▶ _What the task requires_: Counting only lines that contain "roads", how many are there in the records below? Give the figure alone.

(Saved entries)

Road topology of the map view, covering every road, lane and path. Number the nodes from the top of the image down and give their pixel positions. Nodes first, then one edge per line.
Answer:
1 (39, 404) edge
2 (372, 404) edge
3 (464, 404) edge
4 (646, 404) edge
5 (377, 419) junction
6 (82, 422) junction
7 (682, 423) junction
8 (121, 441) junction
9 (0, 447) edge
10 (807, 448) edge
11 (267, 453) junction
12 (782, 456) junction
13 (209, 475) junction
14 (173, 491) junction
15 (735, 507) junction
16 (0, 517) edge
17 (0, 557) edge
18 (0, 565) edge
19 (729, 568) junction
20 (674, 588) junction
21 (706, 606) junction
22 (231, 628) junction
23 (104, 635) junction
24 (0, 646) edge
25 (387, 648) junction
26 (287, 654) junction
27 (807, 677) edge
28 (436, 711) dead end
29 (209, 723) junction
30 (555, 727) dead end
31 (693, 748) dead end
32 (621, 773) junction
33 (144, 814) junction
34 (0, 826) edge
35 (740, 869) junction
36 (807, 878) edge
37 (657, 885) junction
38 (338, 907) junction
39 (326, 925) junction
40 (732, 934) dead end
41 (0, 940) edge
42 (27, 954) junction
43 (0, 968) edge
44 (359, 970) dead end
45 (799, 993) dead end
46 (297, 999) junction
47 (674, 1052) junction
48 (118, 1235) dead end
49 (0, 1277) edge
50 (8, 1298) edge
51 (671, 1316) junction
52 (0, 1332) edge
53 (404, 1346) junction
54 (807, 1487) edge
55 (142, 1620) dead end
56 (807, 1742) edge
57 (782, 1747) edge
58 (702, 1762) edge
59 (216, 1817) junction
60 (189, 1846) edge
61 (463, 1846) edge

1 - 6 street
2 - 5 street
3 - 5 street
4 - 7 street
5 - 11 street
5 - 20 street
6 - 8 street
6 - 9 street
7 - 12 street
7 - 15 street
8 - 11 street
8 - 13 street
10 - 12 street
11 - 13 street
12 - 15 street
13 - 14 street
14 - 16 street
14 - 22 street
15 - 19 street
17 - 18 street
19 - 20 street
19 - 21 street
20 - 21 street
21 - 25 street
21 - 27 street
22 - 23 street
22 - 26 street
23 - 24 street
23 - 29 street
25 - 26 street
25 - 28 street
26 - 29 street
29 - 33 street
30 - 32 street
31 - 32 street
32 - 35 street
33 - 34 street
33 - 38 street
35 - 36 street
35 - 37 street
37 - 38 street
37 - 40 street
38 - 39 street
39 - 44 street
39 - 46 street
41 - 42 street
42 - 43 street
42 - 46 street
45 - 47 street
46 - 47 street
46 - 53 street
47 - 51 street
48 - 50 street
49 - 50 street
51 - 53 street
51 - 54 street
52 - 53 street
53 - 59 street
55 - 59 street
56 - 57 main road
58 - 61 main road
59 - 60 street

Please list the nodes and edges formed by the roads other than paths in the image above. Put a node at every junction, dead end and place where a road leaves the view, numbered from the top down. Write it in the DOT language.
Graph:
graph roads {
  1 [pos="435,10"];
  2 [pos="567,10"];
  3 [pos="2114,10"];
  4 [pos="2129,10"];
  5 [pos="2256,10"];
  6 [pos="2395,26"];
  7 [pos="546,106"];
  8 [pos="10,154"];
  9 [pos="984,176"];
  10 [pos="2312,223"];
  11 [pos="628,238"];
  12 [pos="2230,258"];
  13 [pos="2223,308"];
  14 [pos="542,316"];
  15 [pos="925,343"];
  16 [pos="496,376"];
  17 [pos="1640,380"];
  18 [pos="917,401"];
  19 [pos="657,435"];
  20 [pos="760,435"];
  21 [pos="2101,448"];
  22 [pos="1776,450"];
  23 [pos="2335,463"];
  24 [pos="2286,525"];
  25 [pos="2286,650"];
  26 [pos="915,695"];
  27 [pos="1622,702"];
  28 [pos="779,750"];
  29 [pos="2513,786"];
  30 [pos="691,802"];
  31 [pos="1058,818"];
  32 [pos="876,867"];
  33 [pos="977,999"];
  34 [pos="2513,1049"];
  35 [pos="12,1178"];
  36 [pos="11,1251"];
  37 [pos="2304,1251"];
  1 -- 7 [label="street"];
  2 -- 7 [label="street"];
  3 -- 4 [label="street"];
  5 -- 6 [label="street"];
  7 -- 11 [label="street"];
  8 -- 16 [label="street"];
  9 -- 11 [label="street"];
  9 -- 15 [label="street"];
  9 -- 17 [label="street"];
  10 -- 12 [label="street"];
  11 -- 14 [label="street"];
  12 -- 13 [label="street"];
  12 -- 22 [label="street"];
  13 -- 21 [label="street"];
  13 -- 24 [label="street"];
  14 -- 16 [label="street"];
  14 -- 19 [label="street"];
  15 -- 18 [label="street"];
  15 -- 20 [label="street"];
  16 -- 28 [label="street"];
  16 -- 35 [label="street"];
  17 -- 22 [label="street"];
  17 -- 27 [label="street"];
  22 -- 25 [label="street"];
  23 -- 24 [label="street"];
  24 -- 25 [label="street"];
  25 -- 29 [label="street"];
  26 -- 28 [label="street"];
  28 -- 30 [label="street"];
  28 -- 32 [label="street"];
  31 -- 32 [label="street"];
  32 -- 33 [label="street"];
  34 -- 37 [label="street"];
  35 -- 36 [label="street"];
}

▶ _Task solution_: 2